Research database

AI4FREIGHT - Railway Freight Wagon Monitoring System based on Digital Twins built with AI Techniques

Duration:
01/05/2025 - 30/04/2029
Principal investigator(s):
Project type:
National Research
Funding body:
MINISTERO (Ministero dell'Università e della Ricerca (MUR))
Project identification number:
FISA-2023-00314
PoliTo role:
Coordinator

Abstract

Continuous monitoring of freight trains can significantly increase the safety of the transportation of goods on railways and improve the management of the fleets of freight wagons, with big reduction of the maintenance costs. Nonetheless, a widespread solution for real-time monitoring is still not available,mainly because of the lack of electrical power on board freight wagons and the absence of wired communication between wagons. These issues could be tackled with the deployment of wireless sensor nodes powered through energy harvesting, which however cannot provide a sufficient and stable amount of power, thus limiting the efficiency and accuracy of the monitoring algorithms.
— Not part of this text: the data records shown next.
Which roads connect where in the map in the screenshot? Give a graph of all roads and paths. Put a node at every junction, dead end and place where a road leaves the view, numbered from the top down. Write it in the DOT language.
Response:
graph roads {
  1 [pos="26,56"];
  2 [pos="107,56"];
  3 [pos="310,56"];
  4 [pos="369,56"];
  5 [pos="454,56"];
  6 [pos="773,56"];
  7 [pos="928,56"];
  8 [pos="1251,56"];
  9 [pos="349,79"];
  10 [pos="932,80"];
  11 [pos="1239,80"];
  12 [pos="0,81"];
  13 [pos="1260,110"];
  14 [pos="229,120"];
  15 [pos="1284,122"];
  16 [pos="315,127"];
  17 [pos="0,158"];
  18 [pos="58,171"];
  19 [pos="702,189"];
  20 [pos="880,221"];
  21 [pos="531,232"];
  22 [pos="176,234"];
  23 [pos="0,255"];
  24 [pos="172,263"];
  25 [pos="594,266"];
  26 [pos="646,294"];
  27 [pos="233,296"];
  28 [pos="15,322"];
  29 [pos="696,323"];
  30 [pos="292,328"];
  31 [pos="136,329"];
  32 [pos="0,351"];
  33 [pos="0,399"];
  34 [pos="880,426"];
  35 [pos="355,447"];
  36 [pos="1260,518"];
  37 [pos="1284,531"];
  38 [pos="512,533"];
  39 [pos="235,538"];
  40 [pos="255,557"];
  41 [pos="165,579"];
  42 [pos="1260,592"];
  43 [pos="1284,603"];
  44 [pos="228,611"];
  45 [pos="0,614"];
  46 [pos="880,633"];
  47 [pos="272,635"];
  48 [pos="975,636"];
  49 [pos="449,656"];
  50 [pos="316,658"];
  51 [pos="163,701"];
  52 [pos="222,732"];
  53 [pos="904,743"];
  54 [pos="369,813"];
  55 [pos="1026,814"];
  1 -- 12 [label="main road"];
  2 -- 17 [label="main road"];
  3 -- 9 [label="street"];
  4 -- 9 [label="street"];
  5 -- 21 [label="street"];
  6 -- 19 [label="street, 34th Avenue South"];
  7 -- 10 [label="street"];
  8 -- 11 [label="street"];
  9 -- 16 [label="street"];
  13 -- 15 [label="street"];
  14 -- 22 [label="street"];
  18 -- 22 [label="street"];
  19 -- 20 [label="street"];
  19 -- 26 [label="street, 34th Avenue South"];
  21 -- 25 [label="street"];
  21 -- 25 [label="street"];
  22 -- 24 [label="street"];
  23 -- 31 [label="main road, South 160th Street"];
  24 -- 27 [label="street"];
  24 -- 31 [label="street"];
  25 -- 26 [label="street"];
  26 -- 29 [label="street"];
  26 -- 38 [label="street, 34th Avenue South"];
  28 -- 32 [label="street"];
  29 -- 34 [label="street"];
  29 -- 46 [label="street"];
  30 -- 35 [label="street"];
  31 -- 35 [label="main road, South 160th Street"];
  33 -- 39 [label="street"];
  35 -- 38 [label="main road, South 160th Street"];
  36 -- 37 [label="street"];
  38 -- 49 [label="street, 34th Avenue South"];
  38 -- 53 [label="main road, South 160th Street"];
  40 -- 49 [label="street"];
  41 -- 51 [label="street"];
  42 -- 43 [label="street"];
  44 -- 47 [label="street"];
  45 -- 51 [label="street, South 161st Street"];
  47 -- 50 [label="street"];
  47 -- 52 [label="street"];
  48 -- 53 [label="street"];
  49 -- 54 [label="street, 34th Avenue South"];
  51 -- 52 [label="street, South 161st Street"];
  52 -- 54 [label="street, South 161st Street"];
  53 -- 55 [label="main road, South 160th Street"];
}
The project overcomes the previous issues with the design and testing of a new low-power monitoring unit, whose computational efficiency is guaranteed by fast-to-evaluate surrogate models, acting as the digital twins of the wagon.The digital twins are built with machine learning (ML) and artificial intelligence (AI) techniques from the outputs of detailed numerical models of the wagon. The digital twins feature an accuracy level comparable with the one ensured by detailed numerical models, but they lead to a drop of the computational times by several orders of magnitude. This makes them suitable for the implementation on low-power and low-performance hardware architectures, thus enabling the installation on board freight wagons for real-time monitoring operations. The monitoring unit is intended to monitor the operation of the wagon considering the health status of the main wagon components and subsystems as well as the running behaviour of the vehicle, accounting for the dynamics of the whole train. The deployment of the monitoring system on a large scale can increase the attractiveness of railways over road vehicles, thus contributing to the reduction of emissions related to transports in the EU.

People involved

Structures

Keywords

ERC sectors

PE6_7 - Artificial intelligence, intelligent systems, multi agent systems

Sustainable Development Goals

Obiettivo 9. Costruire un'infrastruttura resiliente e promuovere l'innovazione ed una industrializzazione equa, responsabile e sostenibile

Budget

Total cost: € 3,653,517.50
Total contribution: € 1,979,075.00
PoliTo total cost: € 732,985.00
PoliTo contribution: € 513,329.50